Collected data entries:
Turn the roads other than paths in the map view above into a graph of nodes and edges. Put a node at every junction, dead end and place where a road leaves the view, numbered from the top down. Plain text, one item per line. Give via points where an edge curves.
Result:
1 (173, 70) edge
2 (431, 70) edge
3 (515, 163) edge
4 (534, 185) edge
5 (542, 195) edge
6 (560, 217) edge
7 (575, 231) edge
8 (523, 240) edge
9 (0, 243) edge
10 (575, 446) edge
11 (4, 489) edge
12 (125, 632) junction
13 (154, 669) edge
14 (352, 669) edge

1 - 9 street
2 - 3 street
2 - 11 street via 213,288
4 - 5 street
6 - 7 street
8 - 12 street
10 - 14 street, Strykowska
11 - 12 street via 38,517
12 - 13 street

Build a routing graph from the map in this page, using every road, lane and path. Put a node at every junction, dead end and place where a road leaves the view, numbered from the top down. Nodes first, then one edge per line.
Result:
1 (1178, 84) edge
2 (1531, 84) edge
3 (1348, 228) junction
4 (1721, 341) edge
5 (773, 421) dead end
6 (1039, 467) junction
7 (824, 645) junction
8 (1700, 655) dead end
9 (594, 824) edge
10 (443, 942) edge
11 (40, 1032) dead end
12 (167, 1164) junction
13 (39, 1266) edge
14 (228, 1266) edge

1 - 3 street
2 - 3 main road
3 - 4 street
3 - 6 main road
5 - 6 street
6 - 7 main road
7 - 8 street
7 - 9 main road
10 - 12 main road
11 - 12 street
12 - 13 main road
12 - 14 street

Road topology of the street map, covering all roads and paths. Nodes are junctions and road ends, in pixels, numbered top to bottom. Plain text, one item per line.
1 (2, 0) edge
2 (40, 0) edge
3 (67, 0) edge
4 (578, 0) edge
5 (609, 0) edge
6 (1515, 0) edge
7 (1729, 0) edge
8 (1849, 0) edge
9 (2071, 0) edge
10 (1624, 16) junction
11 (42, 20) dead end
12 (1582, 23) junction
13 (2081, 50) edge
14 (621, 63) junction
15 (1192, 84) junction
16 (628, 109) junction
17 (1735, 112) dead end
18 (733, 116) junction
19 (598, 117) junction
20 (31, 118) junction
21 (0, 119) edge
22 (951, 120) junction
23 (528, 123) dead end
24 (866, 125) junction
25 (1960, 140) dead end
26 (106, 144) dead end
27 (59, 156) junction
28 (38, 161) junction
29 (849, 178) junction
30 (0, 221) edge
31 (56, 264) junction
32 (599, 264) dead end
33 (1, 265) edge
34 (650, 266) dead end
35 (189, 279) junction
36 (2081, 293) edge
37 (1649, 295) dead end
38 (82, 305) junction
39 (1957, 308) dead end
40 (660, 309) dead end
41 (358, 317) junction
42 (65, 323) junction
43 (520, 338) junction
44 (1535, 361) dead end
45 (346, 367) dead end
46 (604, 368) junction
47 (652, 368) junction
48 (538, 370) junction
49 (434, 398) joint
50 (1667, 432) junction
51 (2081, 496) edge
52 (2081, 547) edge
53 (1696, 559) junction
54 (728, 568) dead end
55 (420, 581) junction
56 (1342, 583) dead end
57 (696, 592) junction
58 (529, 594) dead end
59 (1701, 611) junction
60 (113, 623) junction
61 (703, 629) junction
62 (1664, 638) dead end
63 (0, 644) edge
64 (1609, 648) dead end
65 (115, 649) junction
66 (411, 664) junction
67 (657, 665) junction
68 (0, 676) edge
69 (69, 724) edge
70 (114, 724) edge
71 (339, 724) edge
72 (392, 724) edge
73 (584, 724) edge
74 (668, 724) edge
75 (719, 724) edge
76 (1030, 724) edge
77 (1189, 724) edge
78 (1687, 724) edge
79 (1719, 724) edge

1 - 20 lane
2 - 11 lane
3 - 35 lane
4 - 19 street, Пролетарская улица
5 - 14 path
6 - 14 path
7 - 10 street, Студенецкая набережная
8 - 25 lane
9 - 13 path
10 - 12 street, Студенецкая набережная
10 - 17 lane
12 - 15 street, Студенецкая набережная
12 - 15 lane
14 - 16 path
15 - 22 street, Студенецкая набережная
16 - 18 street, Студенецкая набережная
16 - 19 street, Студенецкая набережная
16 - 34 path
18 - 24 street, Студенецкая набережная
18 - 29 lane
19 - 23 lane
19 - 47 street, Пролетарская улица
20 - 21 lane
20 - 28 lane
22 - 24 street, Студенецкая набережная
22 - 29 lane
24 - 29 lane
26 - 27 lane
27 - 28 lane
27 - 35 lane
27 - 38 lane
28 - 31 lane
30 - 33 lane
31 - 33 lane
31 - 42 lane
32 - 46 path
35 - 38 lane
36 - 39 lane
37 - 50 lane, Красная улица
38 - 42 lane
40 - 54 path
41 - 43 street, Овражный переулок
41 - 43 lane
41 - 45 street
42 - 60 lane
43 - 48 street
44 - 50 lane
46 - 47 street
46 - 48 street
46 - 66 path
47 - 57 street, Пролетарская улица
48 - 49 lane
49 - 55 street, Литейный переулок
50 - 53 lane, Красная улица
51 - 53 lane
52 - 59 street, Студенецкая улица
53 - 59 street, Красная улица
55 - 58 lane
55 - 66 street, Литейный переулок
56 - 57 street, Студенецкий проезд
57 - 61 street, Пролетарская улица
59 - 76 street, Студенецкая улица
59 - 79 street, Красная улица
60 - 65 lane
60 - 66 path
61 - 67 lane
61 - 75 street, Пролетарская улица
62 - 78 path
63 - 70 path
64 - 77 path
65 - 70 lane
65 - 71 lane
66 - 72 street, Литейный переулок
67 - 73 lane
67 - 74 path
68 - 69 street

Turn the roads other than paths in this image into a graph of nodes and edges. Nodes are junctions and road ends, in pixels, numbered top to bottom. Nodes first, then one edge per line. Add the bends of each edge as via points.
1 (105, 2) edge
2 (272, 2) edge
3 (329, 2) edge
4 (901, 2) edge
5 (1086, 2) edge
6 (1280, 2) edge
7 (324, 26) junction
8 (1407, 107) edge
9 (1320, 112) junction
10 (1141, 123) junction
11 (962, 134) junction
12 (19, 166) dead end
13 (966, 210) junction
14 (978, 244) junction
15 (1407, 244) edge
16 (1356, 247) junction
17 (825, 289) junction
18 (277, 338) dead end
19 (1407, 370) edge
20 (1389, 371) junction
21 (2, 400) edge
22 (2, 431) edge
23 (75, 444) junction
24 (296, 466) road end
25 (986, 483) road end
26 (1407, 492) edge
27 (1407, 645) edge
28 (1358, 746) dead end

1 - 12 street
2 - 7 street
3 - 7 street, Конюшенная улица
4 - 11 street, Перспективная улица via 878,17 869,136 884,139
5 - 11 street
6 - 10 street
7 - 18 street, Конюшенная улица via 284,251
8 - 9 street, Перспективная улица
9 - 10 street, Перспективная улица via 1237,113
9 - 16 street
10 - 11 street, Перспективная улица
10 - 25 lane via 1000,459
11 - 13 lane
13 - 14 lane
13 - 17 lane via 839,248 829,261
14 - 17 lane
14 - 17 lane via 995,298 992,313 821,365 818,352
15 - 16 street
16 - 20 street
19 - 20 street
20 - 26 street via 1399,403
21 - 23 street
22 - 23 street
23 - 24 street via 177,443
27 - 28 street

#### Exercise objective
Without omitting anything, set down all the entries above again.

#### Solved problem
Turn the roads other than paths in the map view above into a graph of nodes and edges. Put a node at every junction, dead end and place where a road leaves the view, numbered from the top down. Plain text, one item per line. Give via points where an edge curves.
Result:
1 (173, 70) edge
2 (431, 70) edge
3 (515, 163) edge
4 (534, 185) edge
5 (542, 195) edge
6 (560, 217) edge
7 (575, 231) edge
8 (523, 240) edge
9 (0, 243) edge
10 (575, 446) edge
11 (4, 489) edge
12 (125, 632) junction
13 (154, 669) edge
14 (352, 669) edge

1 - 9 street
2 - 3 street
2 - 11 street via 213,288
4 - 5 street
6 - 7 street
8 - 12 street
10 - 14 street, Strykowska
11 - 12 street via 38,517
12 - 13 street

Build a routing graph from the map in this page, using every road, lane and path. Put a node at every junction, dead end and place where a road leaves the view, numbered from the top down. Nodes first, then one edge per line.
Result:
1 (1178, 84) edge
2 (1531, 84) edge
3 (1348, 228) junction
4 (1721, 341) edge
5 (773, 421) dead end
6 (1039, 467) junction
7 (824, 645) junction
8 (1700, 655) dead end
9 (594, 824) edge
10 (443, 942) edge
11 (40, 1032) dead end
12 (167, 1164) junction
13 (39, 1266) edge
14 (228, 1266) edge

1 - 3 street
2 - 3 main road
3 - 4 street
3 - 6 main road
5 - 6 street
6 - 7 main road
7 - 8 street
7 - 9 main road
10 - 12 main road
11 - 12 street
12 - 13 main road
12 - 14 street

Road topology of the street map, covering all roads and paths. Nodes are junctions and road ends, in pixels, numbered top to bottom. Plain text, one item per line.
1 (2, 0) edge
2 (40, 0) edge
3 (67, 0) edge
4 (578, 0) edge
5 (609, 0) edge
6 (1515, 0) edge
7 (1729, 0) edge
8 (1849, 0) edge
9 (2071, 0) edge
10 (1624, 16) junction
11 (42, 20) dead end
12 (1582, 23) junction
13 (2081, 50) edge
14 (621, 63) junction
15 (1192, 84) junction
16 (628, 109) junction
17 (1735, 112) dead end
18 (733, 116) junction
19 (598, 117) junction
20 (31, 118) junction
21 (0, 119) edge
22 (951, 120) junction
23 (528, 123) dead end
24 (866, 125) junction
25 (1960, 140) dead end
26 (106, 144) dead end
27 (59, 156) junction
28 (38, 161) junction
29 (849, 178) junction
30 (0, 221) edge
31 (56, 264) junction
32 (599, 264) dead end
33 (1, 265) edge
34 (650, 266) dead end
35 (189, 279) junction
36 (2081, 293) edge
37 (1649, 295) dead end
38 (82, 305) junction
39 (1957, 308) dead end
40 (660, 309) dead end
41 (358, 317) junction
42 (65, 323) junction
43 (520, 338) junction
44 (1535, 361) dead end
45 (346, 367) dead end
46 (604, 368) junction
47 (652, 368) junction
48 (538, 370) junction
49 (434, 398) joint
50 (1667, 432) junction
51 (2081, 496) edge
52 (2081, 547) edge
53 (1696, 559) junction
54 (728, 568) dead end
55 (420, 581) junction
56 (1342, 583) dead end
57 (696, 592) junction
58 (529, 594) dead end
59 (1701, 611) junction
60 (113, 623) junction
61 (703, 629) junction
62 (1664, 638) dead end
63 (0, 644) edge
64 (1609, 648) dead end
65 (115, 649) junction
66 (411, 664) junction
67 (657, 665) junction
68 (0, 676) edge
69 (69, 724) edge
70 (114, 724) edge
71 (339, 724) edge
72 (392, 724) edge
73 (584, 724) edge
74 (668, 724) edge
75 (719, 724) edge
76 (1030, 724) edge
77 (1189, 724) edge
78 (1687, 724) edge
79 (1719, 724) edge

1 - 20 lane
2 - 11 lane
3 - 35 lane
4 - 19 street, Пролетарская улица
5 - 14 path
6 - 14 path
7 - 10 street, Студенецкая набережная
8 - 25 lane
9 - 13 path
10 - 12 street, Студенецкая набережная
10 - 17 lane
12 - 15 street, Студенецкая набережная
12 - 15 lane
14 - 16 path
15 - 22 street, Студенецкая набережная
16 - 18 street, Студенецкая набережная
16 - 19 street, Студенецкая набережная
16 - 34 path
18 - 24 street, Студенецкая набережная
18 - 29 lane
19 - 23 lane
19 - 47 street, Пролетарская улица
20 - 21 lane
20 - 28 lane
22 - 24 street, Студенецкая набережная
22 - 29 lane
24 - 29 lane
26 - 27 lane
27 - 28 lane
27 - 35 lane
27 - 38 lane
28 - 31 lane
30 - 33 lane
31 - 33 lane
31 - 42 lane
32 - 46 path
35 - 38 lane
36 - 39 lane
37 - 50 lane, Красная улица
38 - 42 lane
40 - 54 path
41 - 43 street, Овражный переулок
41 - 43 lane
41 - 45 street
42 - 60 lane
43 - 48 street
44 - 50 lane
46 - 47 street
46 - 48 street
46 - 66 path
47 - 57 street, Пролетарская улица
48 - 49 lane
49 - 55 street, Литейный переулок
50 - 53 lane, Красная улица
51 - 53 lane
52 - 59 street, Студенецкая улица
53 - 59 street, Красная улица
55 - 58 lane
55 - 66 street, Литейный переулок
56 - 57 street, Студенецкий проезд
57 - 61 street, Пролетарская улица
59 - 76 street, Студенецкая улица
59 - 79 street, Красная улица
60 - 65 lane
60 - 66 path
61 - 67 lane
61 - 75 street, Пролетарская улица
62 - 78 path
63 - 70 path
64 - 77 path
65 - 70 lane
65 - 71 lane
66 - 72 street, Литейный переулок
67 - 73 lane
67 - 74 path
68 - 69 street

Turn the roads other than paths in this image into a graph of nodes and edges. Nodes are junctions and road ends, in pixels, numbered top to bottom. Nodes first, then one edge per line. Add the bends of each edge as via points.
1 (105, 2) edge
2 (272, 2) edge
3 (329, 2) edge
4 (901, 2) edge
5 (1086, 2) edge
6 (1280, 2) edge
7 (324, 26) junction
8 (1407, 107) edge
9 (1320, 112) junction
10 (1141, 123) junction
11 (962, 134) junction
12 (19, 166) dead end
13 (966, 210) junction
14 (978, 244) junction
15 (1407, 244) edge
16 (1356, 247) junction
17 (825, 289) junction
18 (277, 338) dead end
19 (1407, 370) edge
20 (1389, 371) junction
21 (2, 400) edge
22 (2, 431) edge
23 (75, 444) junction
24 (296, 466) road end
25 (986, 483) road end
26 (1407, 492) edge
27 (1407, 645) edge
28 (1358, 746) dead end

1 - 12 street
2 - 7 street
3 - 7 street, Конюшенная улица
4 - 11 street, Перспективная улица via 878,17 869,136 884,139
5 - 11 street
6 - 10 street
7 - 18 street, Конюшенная улица via 284,251
8 - 9 street, Перспективная улица
9 - 10 street, Перспективная улица via 1237,113
9 - 16 street
10 - 11 street, Перспективная улица
10 - 25 lane via 1000,459
11 - 13 lane
13 - 14 lane
13 - 17 lane via 839,248 829,261
14 - 17 lane
14 - 17 lane via 995,298 992,313 821,365 818,352
15 - 16 street
16 - 20 street
19 - 20 street
20 - 26 street via 1399,403
21 - 23 street
22 - 23 street
23 - 24 street via 177,443
27 - 28 street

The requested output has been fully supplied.